FDA describes the goals of Project Optimus as follows:

FDA has run a workshop in May 2022 to discuss how non-clinical data can support clinical dose finding, goals of the first-in-human trials, designing to evaluate multi-dose before marketing, safety information beyond the first cycle and PROs [8]. It is expected that FDA would issue guidance for drug developers based on this workshop result.

The accelerated approval of sotorasib (LumakrasTM) announced on May 28, 2021, was based on a study (Codebreak100) of 126 patients with locally advanced or metastatic KRAS G12C-mutated non–small-cell lung cancer (NSCLC) [2]. It was developed with dose escalation with the goal of having a 20–33% incidence of dose-limiting toxicity. The patients in the trial received daily doses of 180, 360, 720, and 960 mg, with two-thirds of the 129 participants receiving the highest dose. The highest dose of 960 mg was judged well tolerated although 58 patients (45%) were classified as having serious complications and nine patients (7%) discontinued treatment because of toxicity. Among patients with platinum-based failure (n = 100), the overall response rate was 36% and the duration of response was 10 months. The submitted evidence meets the statutory evidentiary standard for accelerated approval of sotorasib.

FDA benefit-risk document cited “While the benefit-risk profile in the indicated population is positive based on a response rate that exceeds that of available second-line therapies, the current dose (960 mg QD) may not be optimized, requiring the conduct of a post-marketing dose optimization study.” However, the durable response rate and favorable safety profile observed with sotorasib treatment in a patient population with a significant unmet need and no other available targeted therapies supports approval at this time. Therefore, based on a favorable risk:benefit assessment, sotorasib was granted accelerated approval for the following indication: “Sotorasib is indicated for the treatment of adult patients with KRAS G12C-mutated locally advanced or metastatic non-small cell lung cancer (NSCLC), as determined by an FDA-approved test, who have received at least one prior systemic therapy.”

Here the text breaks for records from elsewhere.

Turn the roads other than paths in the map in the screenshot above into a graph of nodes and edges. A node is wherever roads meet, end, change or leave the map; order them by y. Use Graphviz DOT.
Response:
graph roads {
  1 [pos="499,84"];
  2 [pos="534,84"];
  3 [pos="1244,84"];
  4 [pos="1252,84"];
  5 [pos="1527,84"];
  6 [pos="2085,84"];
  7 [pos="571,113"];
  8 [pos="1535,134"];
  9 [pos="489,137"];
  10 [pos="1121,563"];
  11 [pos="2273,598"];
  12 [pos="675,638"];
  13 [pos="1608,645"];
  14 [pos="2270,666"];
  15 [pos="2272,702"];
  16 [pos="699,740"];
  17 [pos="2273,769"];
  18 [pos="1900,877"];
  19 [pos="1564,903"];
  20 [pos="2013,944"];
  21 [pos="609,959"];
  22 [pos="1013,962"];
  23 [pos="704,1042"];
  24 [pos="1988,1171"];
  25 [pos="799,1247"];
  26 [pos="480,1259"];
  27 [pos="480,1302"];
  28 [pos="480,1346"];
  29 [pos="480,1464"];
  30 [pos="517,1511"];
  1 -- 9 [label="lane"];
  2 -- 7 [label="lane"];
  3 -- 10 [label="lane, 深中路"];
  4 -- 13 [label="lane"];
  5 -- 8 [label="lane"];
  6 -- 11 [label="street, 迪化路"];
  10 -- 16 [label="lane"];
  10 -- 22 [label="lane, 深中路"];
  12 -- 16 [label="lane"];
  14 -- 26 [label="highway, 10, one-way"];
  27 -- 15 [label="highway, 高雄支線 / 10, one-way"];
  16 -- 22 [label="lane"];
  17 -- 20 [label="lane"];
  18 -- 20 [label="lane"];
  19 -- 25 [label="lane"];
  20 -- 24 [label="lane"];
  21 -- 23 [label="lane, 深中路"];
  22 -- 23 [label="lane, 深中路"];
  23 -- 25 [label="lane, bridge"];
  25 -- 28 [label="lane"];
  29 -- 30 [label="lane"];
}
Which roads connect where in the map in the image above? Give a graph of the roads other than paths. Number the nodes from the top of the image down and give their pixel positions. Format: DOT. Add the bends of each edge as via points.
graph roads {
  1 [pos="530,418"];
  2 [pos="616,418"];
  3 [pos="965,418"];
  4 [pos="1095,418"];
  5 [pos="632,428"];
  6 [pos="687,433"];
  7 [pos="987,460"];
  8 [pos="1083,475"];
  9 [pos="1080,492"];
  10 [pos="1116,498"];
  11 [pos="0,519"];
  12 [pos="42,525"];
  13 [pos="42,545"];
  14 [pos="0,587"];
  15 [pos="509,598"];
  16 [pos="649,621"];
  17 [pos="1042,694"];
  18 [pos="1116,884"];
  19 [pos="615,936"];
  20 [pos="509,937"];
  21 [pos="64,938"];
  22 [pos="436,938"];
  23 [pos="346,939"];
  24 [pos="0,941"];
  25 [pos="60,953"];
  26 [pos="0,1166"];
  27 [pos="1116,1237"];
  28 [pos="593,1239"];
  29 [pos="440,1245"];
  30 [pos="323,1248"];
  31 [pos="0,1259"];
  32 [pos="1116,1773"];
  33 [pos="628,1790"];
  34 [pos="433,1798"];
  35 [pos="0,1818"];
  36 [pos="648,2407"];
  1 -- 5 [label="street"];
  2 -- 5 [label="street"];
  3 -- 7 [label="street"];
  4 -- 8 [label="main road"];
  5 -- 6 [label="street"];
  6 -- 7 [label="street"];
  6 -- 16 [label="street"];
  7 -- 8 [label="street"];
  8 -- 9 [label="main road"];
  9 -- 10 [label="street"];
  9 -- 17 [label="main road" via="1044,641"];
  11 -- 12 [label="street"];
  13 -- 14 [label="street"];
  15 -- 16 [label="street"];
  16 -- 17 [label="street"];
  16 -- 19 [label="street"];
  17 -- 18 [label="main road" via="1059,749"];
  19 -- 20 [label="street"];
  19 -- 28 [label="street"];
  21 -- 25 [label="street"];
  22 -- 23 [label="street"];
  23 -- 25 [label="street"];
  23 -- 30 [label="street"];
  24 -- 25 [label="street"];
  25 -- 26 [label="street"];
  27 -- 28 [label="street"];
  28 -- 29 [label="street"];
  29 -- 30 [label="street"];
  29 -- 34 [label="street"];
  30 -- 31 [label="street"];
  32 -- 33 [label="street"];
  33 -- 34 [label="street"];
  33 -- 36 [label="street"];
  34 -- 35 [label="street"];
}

Upon approval, the FDA has requested that Amgen compare their approved 960-mg dose with a 240-mg dose, as one of their post-marketing requirements. This is the first time the FDA required the labeled dose for targeted oncology drugs to be compared with the lower dose used in phase I trial for confirmation of optimal dose with the similar efficacy and better safety. The FDA review explains they do not consider 960 mg to be the optimal dose for the reasons following: 1) There was no relationship between dose and drug exposure at steady-state, 2) there was no evidence of dose-response relationship, 3) gastrointestinal toxicities may be reduced at a lower dose, 4) preclinical data suggest that the minimal effective dose is 30–240 mg daily, and 5) the labeled dose requires patients to take eight tablets at a time, which is a pill-burden on patients [9].

Drug developers in oncology field, especially for targeted agents and immune-oncology drugs, MTD may not be the right dose, with consideration of a better dose for similar efficacy and better safety. For some drugs with clear evidence of dose-response and exposure-response, the conventional method using MTD may be the right way to pursue. However, in the absence of dose optimization studies mandated by the FDA and other regulatory agencies, the burden of excessive doses would fall on patients, leading to unnecessary toxicities and reduced adherence, and finally less efficacy. With FDA’s stance to demand dose optimization study before pivotal confirmatory trial, it would be necessary to find biologically and clinically optimal dose in early clinical development in oncology. This paradigm change will require extensive education and continuous collaboration of sponsors, investigators, biostatisticians, prescribers, patients, and institutional review boards.